Corning's 1962 Invention Finally Hits Its Stride

Monday, August 2, 2010

Coming to a TV screen near you — Gorilla glass!
Yeah, not exactly a get-rich quick scheme since it took almost 50 years to find a marketable use for it, but Corning thinks it may finally have the next big thing — nearly unbreakable touch screens and TV screens.

The 159-year-old glass pioneer expects that its Gorilla glass will be worth billions when it finally gets used to create hard-to-break, scratch or dent flat screen TVs or touch screen tablets.

Corning first started searching for a strong-as-steel glass back in the '50s and came up with the formula for Gorilla glass in 1962 but the manufacturer couldn't find the right commercial application for it. The glass is three times as strong as conventional glass and is super thin — about the thickness of a dime. Now, as consumer demand for frameless flat screens and unbreakable tablets is exploding, Gorilla glass could be the muscle behind a market flex worth billions.

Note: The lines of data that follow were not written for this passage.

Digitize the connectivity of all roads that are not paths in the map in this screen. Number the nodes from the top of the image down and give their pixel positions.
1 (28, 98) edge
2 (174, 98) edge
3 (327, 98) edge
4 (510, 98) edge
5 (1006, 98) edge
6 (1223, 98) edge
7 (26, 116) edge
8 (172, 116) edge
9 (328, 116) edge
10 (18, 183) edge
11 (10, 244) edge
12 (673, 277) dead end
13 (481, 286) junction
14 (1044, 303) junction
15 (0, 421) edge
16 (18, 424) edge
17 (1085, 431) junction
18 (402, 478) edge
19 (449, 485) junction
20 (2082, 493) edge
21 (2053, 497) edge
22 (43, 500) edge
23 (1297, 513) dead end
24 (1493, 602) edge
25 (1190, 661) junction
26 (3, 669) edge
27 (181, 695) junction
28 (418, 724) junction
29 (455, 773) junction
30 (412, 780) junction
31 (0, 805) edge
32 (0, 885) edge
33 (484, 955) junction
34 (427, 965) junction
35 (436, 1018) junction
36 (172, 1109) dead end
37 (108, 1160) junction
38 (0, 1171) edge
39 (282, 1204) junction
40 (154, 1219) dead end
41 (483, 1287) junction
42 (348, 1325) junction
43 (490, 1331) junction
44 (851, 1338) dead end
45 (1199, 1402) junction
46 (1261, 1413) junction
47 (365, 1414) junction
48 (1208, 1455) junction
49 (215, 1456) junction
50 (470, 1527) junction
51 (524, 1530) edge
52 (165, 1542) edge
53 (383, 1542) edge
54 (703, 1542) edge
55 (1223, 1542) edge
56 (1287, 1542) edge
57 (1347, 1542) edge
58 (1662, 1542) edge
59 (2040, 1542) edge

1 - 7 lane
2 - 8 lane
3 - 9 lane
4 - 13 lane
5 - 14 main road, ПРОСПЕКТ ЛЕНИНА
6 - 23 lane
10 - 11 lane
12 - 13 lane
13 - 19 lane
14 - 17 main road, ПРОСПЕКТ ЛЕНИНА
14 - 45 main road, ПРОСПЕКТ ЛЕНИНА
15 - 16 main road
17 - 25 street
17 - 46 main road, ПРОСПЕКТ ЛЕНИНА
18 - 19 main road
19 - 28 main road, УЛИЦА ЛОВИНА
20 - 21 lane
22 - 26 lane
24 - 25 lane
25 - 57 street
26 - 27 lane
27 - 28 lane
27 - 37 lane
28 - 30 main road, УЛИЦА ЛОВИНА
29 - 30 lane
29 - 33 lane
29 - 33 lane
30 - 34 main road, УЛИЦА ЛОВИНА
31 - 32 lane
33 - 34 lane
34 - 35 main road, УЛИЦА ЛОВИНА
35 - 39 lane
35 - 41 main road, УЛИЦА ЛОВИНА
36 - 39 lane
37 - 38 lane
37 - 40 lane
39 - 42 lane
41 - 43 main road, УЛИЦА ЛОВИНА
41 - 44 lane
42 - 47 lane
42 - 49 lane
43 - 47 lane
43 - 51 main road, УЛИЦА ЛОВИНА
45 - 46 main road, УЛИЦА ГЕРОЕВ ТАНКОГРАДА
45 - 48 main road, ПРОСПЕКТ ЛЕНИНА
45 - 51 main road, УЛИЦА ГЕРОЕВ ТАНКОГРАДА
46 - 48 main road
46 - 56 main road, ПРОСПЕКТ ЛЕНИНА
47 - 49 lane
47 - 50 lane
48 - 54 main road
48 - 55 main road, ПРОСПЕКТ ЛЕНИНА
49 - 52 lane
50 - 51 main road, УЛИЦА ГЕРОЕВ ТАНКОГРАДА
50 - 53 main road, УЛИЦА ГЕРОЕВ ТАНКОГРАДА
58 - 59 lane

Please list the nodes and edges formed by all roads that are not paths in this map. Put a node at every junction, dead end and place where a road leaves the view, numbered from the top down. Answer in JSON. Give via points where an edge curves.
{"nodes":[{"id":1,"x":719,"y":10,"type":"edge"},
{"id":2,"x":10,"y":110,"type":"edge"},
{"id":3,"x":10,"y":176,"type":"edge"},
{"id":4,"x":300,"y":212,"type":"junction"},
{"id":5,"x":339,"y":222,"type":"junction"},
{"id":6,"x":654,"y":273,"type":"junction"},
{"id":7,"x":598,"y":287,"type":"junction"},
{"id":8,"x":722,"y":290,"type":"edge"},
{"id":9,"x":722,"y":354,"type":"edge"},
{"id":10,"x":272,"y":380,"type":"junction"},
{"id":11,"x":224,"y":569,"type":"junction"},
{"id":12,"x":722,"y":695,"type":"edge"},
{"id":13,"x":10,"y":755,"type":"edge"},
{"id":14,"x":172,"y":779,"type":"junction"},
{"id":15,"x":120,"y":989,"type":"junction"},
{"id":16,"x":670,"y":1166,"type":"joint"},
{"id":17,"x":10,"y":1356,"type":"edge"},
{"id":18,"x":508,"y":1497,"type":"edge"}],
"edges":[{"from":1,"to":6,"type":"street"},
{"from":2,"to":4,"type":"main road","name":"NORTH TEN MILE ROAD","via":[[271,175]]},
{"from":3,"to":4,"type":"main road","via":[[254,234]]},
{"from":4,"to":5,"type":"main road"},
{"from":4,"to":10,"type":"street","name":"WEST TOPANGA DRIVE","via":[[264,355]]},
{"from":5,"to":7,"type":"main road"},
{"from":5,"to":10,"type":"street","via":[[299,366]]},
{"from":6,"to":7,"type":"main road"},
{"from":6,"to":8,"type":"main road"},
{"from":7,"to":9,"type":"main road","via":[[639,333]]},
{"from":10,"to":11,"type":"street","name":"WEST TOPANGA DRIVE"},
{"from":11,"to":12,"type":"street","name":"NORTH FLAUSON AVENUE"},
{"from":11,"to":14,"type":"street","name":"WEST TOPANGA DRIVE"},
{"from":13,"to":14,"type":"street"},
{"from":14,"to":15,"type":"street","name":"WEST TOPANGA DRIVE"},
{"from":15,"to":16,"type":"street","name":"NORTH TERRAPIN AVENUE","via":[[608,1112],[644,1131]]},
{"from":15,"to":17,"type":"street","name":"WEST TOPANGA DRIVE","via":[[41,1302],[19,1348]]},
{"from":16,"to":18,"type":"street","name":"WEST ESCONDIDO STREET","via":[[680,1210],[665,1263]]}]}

So far, there are more than 100 devices with Gorilla glass, including Motorola's Droid smart phone and LG Electronics' x300 notebook. The company is hush-hush on whether Apple's smash iPad tablet features Gorilla glass.

This isn't the first time it's taken awhile for Corning to turn its' brainpower into Benjamins. Way back in 1934, a chemist named Frank Hyde fashioned fused silica into optical fiber, but it wasn't until the 70s that the company began using it in communications.